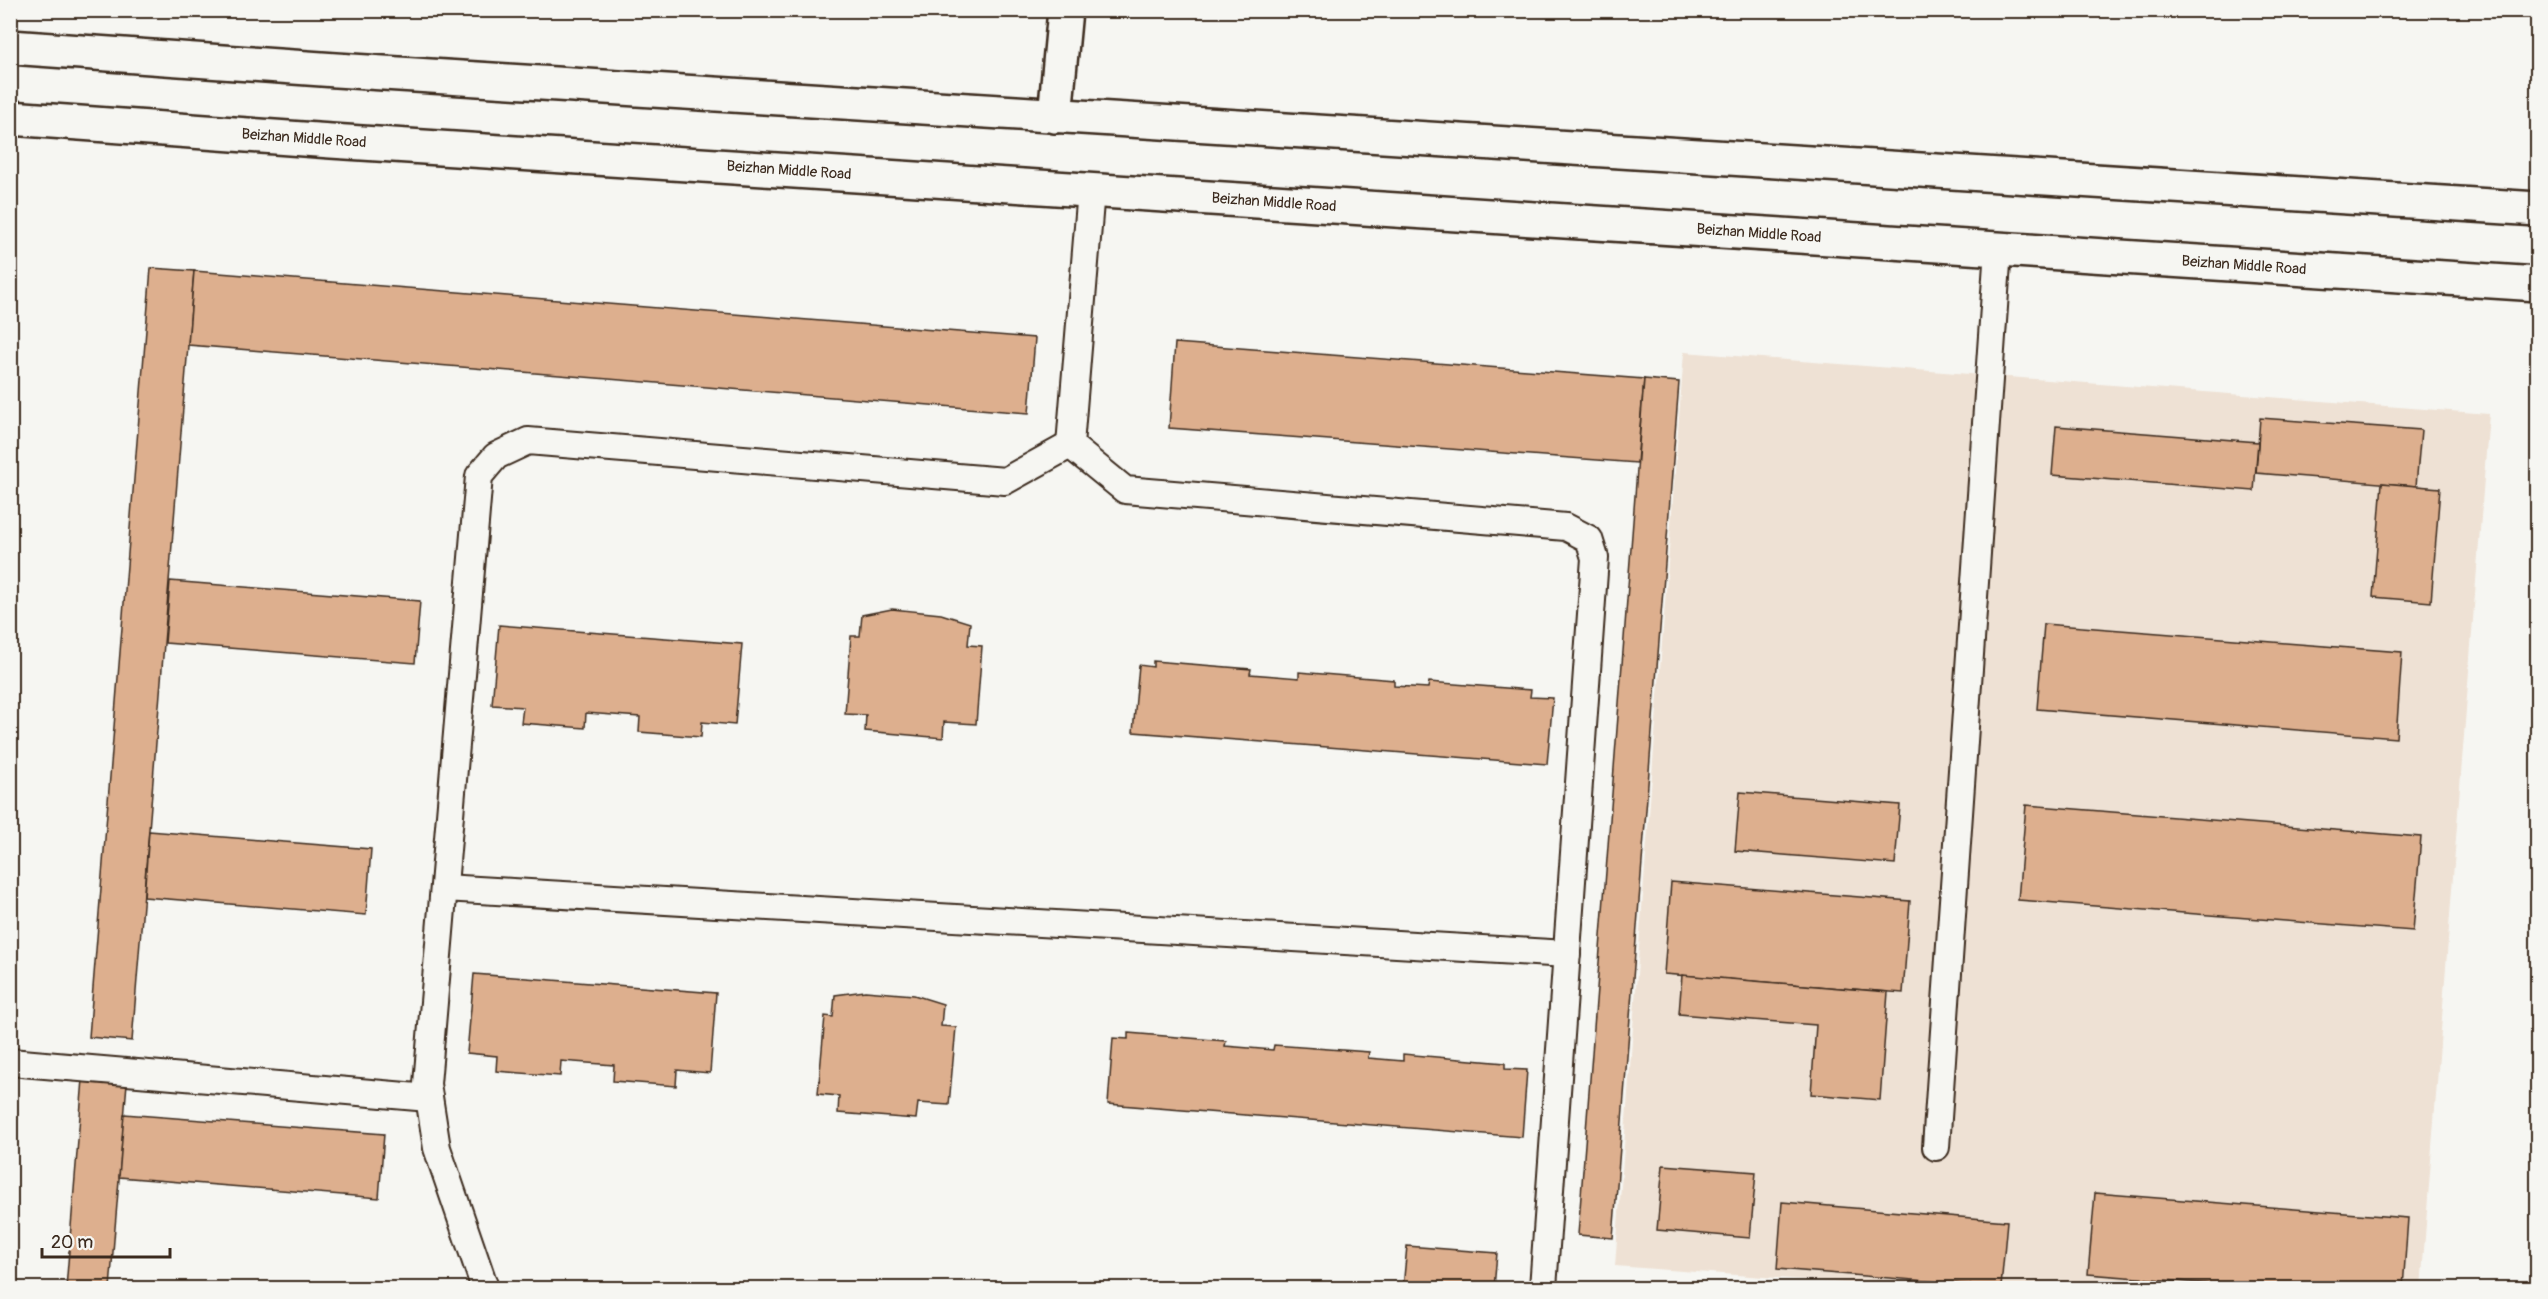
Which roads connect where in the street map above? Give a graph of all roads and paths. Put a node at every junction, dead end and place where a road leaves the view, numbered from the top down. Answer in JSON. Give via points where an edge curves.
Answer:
{"nodes":[{"id":1,"x":1065,"y":10,"type":"edge"},
{"id":2,"x":10,"y":47,"type":"edge"},
{"id":3,"x":1055,"y":116,"type":"junction"},
{"id":4,"x":10,"y":118,"type":"edge"},
{"id":5,"x":1091,"y":190,"type":"junction"},
{"id":6,"x":2538,"y":209,"type":"edge"},
{"id":7,"x":1998,"y":249,"type":"junction"},
{"id":8,"x":2538,"y":284,"type":"edge"},
{"id":9,"x":1070,"y":445,"type":"junction"},
{"id":10,"x":444,"y":888,"type":"junction"},
{"id":11,"x":1567,"y":954,"type":"junction"},
{"id":12,"x":10,"y":1062,"type":"edge"},
{"id":13,"x":429,"y":1098,"type":"junction"},
{"id":14,"x":1936,"y":1147,"type":"dead end"},
{"id":15,"x":486,"y":1288,"type":"edge"},
{"id":16,"x":1543,"y":1288,"type":"edge"}],
"edges":[{"from":1,"to":3,"type":"main road"},
{"from":2,"to":3,"type":"main road"},
{"from":3,"to":6,"type":"main road"},
{"from":4,"to":5,"type":"main road","name":"Beizhan Middle Road"},
{"from":5,"to":7,"type":"main road","name":"Beizhan Middle Road"},
{"from":5,"to":9,"type":"lane"},
{"from":7,"to":8,"type":"main road","name":"Beizhan Middle Road"},
{"from":7,"to":14,"type":"lane"},
{"from":9,"to":10,"type":"lane","via":[[1005,481],[528,441],[496,456],[479,476]]},
{"from":9,"to":11,"type":"lane","via":[[1125,490],[1566,527],[1589,539],[1595,558]]},
{"from":10,"to":11,"type":"lane"},
{"from":10,"to":13,"type":"lane","via":[[427,1083]]},
{"from":11,"to":16,"type":"lane"},
{"from":12,"to":13,"type":"lane"},
{"from":13,"to":15,"type":"lane","via":[[437,1148]]}]}
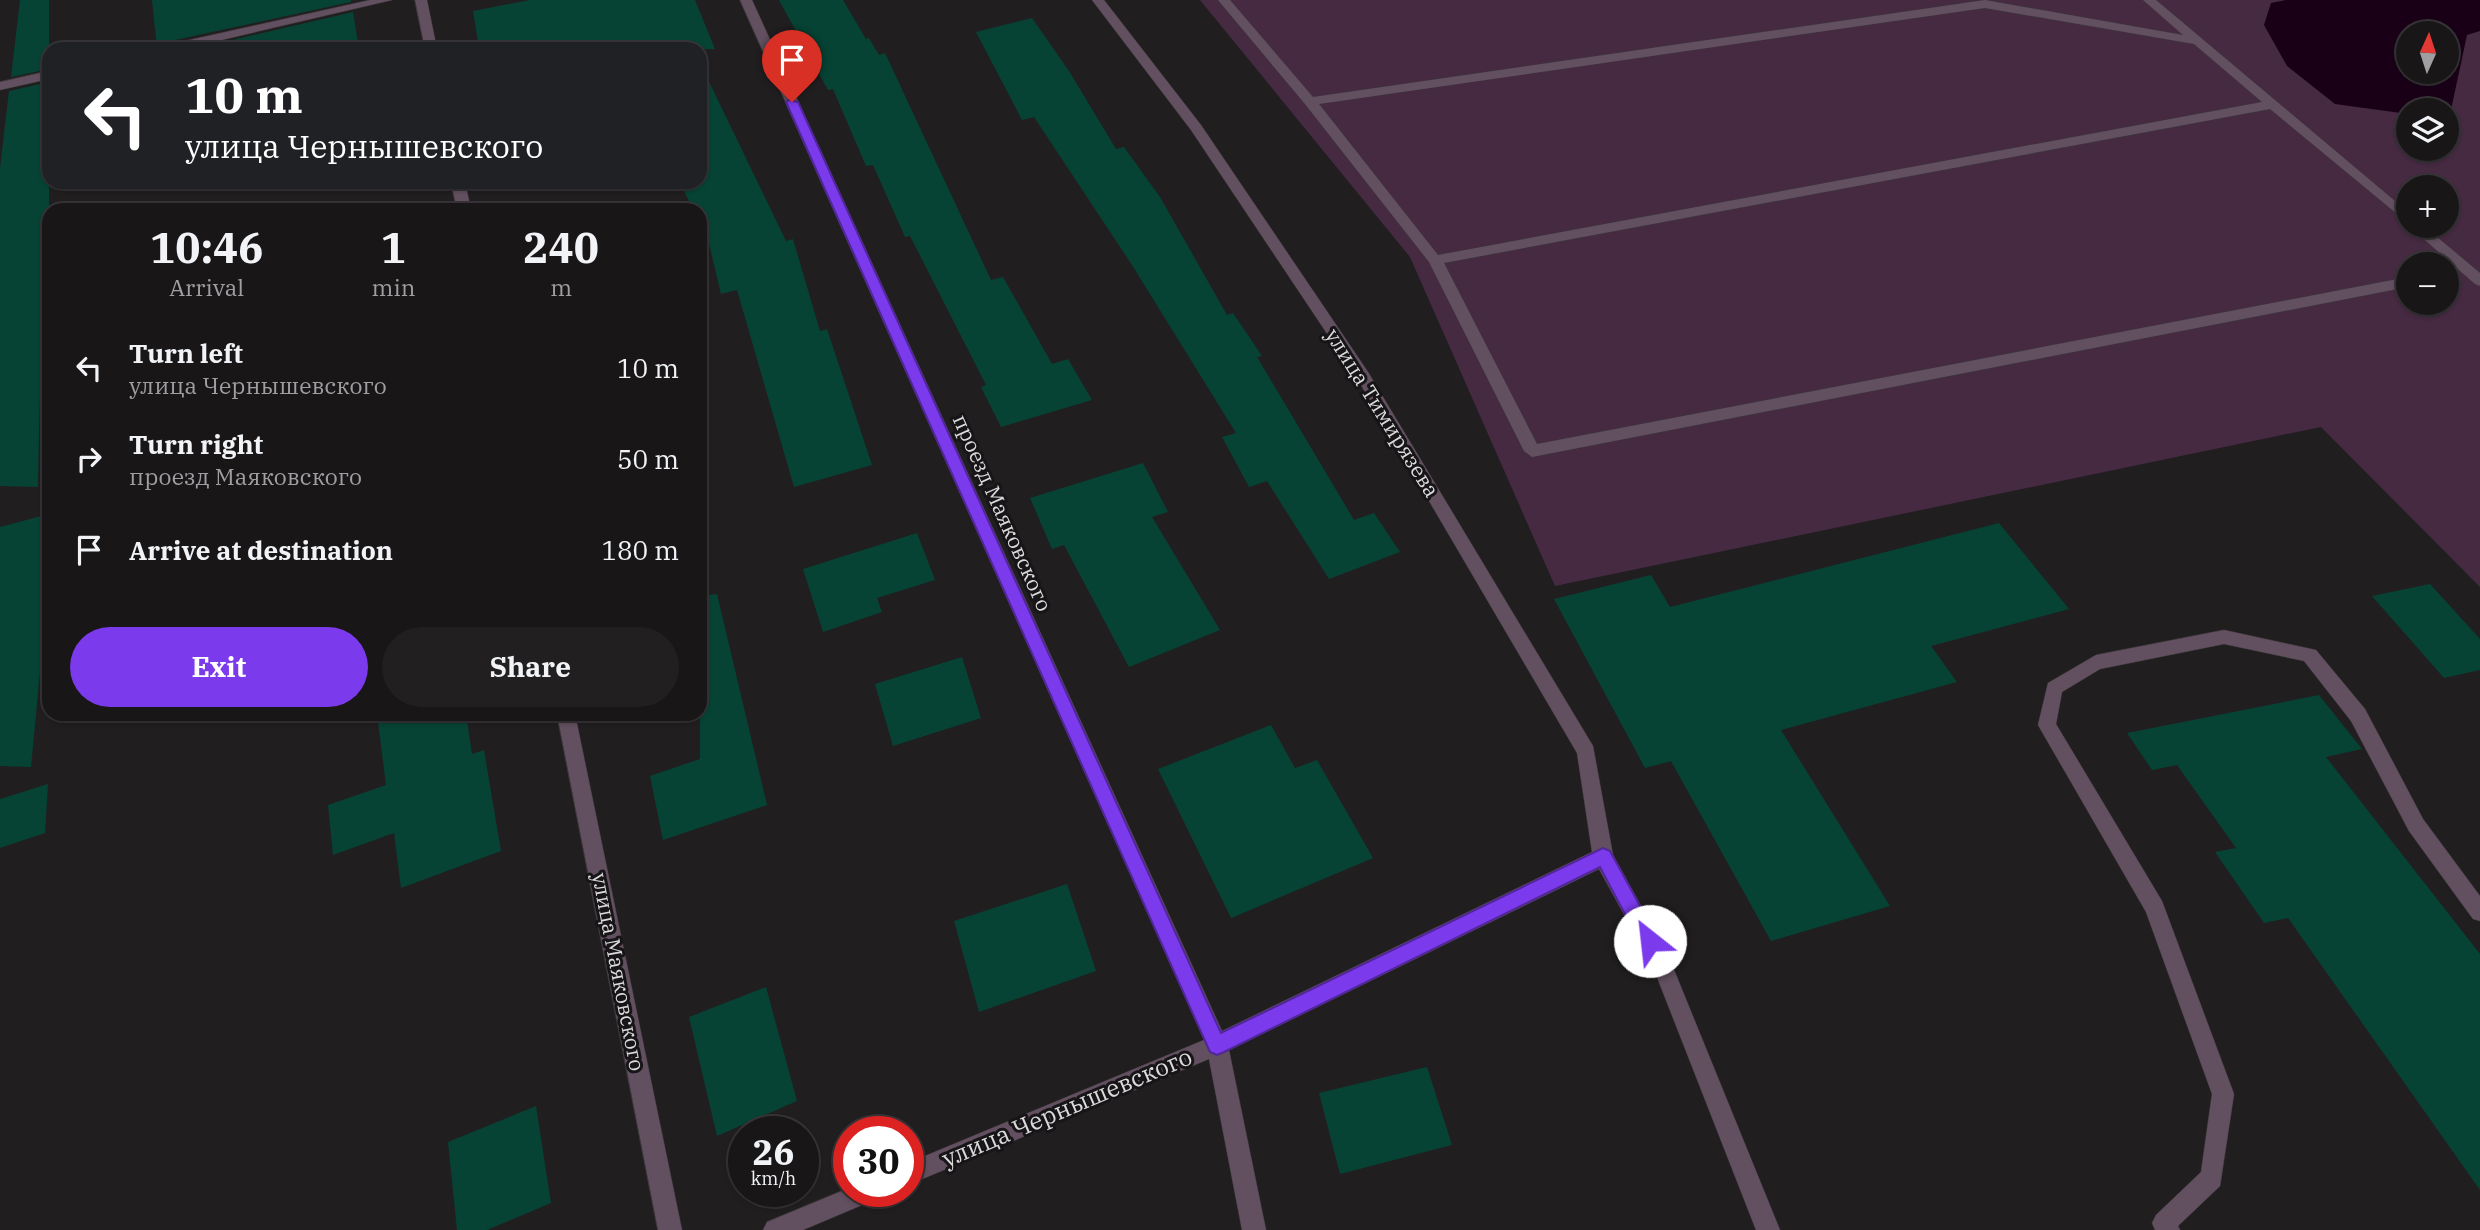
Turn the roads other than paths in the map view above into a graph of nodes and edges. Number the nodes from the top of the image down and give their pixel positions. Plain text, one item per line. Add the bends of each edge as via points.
1 (386, 0) edge
2 (421, 0) edge
3 (746, 0) edge
4 (1098, 0) edge
5 (1224, 0) edge
6 (2149, 0) edge
7 (198, 42) edge
8 (430, 42) edge
9 (2202, 42) junction
10 (42, 77) edge
11 (0, 86) edge
12 (1310, 101) junction
13 (2275, 104) junction
14 (2396, 209) edge
15 (2432, 238) edge
16 (1434, 260) junction
17 (2474, 269) edge
18 (2480, 281) edge
19 (2396, 284) edge
20 (567, 721) edge
21 (1603, 857) junction
22 (2480, 912) edge
23 (1217, 1045) junction
24 (924, 1167) edge
25 (833, 1206) edge
26 (670, 1230) edge
27 (775, 1230) edge
28 (1254, 1230) edge
29 (1769, 1230) edge
30 (2168, 1230) edge

1 - 7 street
2 - 8 street
3 - 23 street, проезд Маяковского
4 - 21 street, улица Тимирязева via 1196,128 1363,376 1586,752
5 - 12 street
6 - 9 street
9 - 12 street via 1986,4
9 - 13 street
10 - 11 street
12 - 16 street
13 - 14 street
13 - 16 street
15 - 17 street
16 - 19 street via 1532,450
17 - 18 street
20 - 26 street, улица Маяковского
21 - 23 street, улица Чернышевского
21 - 29 street, улица Тимирязева via 1661,962
22 - 30 street via 2416,825 2358,715 2310,655 2224,637 2096,662 2054,688 2047,725 2155,908 2223,1094 2212,1178 2164,1223
23 - 24 street, улица Чернышевского
23 - 28 street
25 - 27 street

-- Required work --
Present each line from the listing that holds the string "nodes".

-- Exercise solution --
{"nodes":[{"id":1,"x":1065,"y":10,"type":"edge"},
Turn the roads other than paths in the map view above into a graph of nodes and edges. Number the nodes from the top of the image down and give their pixel positions. Plain text, one item per line. Add the bends of each edge as via points.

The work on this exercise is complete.